DEVELOPMENTAL STABILITY: THE SEEMING SIMPLICITY
OF THE METHODOLOGY
The recent study "The Health of the Environment: Assessment Methodology.
Assessment of Natural Populations on Their Developmental Stability: Methodical
Manual for Reserves" (V.M. Zakharov, A.S. Baranov, V.I. Borisov, A.V.
Valetsky, N.G. Kryazheva, E.K. Chistyakova, A.T. Chubinishvili. Moscow:
Edition of Russian Ecological Policy Center, 2000. 66 pp.) focuses on the use
of developmental stability to assess environmental quality. This study will
no doubt attract the attention of many researchers. Most appealing is the simplicity
of the methods for measuring and calculating fluctuating asymmetry: the reader
gets the impression that even a schoolchild could do it. Yet, is the matter
as simple as that? We think not.
The study presents an optimistic view of the universality of correlation between
unfavorable impact on an organism and the reduction of developmental stability
that is shown in increasing fluctuating asymmetry. Unfortunately, this approach
reflects the situation that existed a decade ago; in recent years a more cautious,
even skeptical approach prevails to using fluctuating asymmetry to discover
stresses among animals and particularly plants. The names of some of the discussion
topics speak for themselves: "Waltzing with asymmetry" (Palmer,
1996) and "What does sexual trait FA tell us about stress?" (Bjorkstein et al., 2000). Critics of researches based on measuring fluctuating asymmetry
have found a significant number of methodological flaws (Merila, Bjorklund,
1995; Bjorklund, Merila, 1997; Van Dongen et al., 1999), which
cast doubt on some previously published deductions. On the other hand, the absence
of fluctuating asymmetry changes does not necessarily mean an absence of stress
(Anne et al., 1998): some species demonstrate an unchanging asymmetry
level even if the level of industrial pollution is very high (Zvereva et al., 1997; Valkama, Kozlov, 2001). Published negative results (i.e.

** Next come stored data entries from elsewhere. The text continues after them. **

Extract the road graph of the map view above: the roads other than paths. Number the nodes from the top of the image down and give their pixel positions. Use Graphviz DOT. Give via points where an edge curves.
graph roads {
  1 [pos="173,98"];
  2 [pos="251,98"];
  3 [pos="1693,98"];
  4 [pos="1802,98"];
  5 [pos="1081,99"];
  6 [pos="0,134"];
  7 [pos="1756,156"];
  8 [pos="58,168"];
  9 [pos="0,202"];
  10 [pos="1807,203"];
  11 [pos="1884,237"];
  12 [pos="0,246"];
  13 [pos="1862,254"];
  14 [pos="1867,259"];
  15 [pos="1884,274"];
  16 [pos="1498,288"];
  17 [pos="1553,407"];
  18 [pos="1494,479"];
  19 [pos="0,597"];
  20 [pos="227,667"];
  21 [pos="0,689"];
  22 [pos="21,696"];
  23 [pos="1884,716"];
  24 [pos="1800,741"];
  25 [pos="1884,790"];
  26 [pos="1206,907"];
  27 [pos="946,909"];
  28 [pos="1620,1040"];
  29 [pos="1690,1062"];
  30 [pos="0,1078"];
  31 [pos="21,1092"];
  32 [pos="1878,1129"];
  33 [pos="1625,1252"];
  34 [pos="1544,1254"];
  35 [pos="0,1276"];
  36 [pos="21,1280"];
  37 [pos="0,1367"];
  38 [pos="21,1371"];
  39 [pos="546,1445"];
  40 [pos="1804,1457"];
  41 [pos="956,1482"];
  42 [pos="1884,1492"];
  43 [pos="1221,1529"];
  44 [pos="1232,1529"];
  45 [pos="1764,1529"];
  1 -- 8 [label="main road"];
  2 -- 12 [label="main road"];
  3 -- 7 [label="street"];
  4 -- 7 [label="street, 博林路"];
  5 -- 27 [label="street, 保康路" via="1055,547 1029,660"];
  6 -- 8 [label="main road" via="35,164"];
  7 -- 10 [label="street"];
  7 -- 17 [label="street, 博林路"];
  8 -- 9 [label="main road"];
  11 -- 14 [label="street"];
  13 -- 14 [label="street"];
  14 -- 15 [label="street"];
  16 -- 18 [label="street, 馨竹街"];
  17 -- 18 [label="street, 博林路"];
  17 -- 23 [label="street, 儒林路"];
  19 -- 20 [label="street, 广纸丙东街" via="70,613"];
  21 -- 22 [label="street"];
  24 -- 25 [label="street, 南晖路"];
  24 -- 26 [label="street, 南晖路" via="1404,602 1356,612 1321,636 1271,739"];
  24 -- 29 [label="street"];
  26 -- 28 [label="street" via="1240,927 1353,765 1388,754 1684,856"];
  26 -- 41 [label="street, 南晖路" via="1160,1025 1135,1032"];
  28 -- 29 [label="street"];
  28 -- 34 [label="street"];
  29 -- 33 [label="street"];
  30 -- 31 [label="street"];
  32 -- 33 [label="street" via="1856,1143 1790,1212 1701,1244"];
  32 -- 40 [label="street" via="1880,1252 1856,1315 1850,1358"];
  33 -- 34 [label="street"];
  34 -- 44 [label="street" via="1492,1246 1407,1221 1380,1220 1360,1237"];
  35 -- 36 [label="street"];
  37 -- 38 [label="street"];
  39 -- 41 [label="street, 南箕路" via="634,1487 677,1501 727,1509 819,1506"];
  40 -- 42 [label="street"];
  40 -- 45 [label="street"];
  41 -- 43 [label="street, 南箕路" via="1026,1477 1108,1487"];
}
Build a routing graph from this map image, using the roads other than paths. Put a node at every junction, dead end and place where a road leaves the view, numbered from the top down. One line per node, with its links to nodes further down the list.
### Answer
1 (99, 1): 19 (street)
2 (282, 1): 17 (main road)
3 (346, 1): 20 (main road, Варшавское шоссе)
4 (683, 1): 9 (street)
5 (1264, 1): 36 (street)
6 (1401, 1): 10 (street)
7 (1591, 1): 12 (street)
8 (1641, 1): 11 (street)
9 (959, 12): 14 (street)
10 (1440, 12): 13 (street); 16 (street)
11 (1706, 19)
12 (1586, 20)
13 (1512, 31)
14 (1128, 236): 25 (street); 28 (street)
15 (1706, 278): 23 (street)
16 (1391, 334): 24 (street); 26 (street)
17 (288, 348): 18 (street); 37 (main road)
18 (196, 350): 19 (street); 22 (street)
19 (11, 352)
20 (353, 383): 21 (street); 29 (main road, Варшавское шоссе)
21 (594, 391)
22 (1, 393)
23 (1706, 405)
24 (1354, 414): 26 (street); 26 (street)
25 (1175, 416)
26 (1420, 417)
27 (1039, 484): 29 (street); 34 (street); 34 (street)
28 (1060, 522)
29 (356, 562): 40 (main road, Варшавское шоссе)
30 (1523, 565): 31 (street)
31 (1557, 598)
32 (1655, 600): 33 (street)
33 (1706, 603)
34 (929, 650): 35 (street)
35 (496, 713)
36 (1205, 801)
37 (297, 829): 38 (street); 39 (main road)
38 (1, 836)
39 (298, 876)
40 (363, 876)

results that do not fit the universal concept) constitute approximately one
third of all publications (Bjorkstein et al., 2000). So, we can say that
the method (in its present state) is far from being universal.
The key methodological aims of any research work are to ensure that the results
and assessment of authenticity of observed phenomena can be replicated. Problems
relating to developmental stability have been much discussed in recent years.
But they are not even mentioned in the study under review. Given the interest
international edition reviewers traditionally have in statistics analysis methods,
I consider such simplification very dangerous: it may result in a number of
new publications in Russian editions which the world scientific community would
see as informational turmoil. And international journals would certainly refuse
to publish articles using this methodological approach.
First of all, any character measurement contains a certain margin of error.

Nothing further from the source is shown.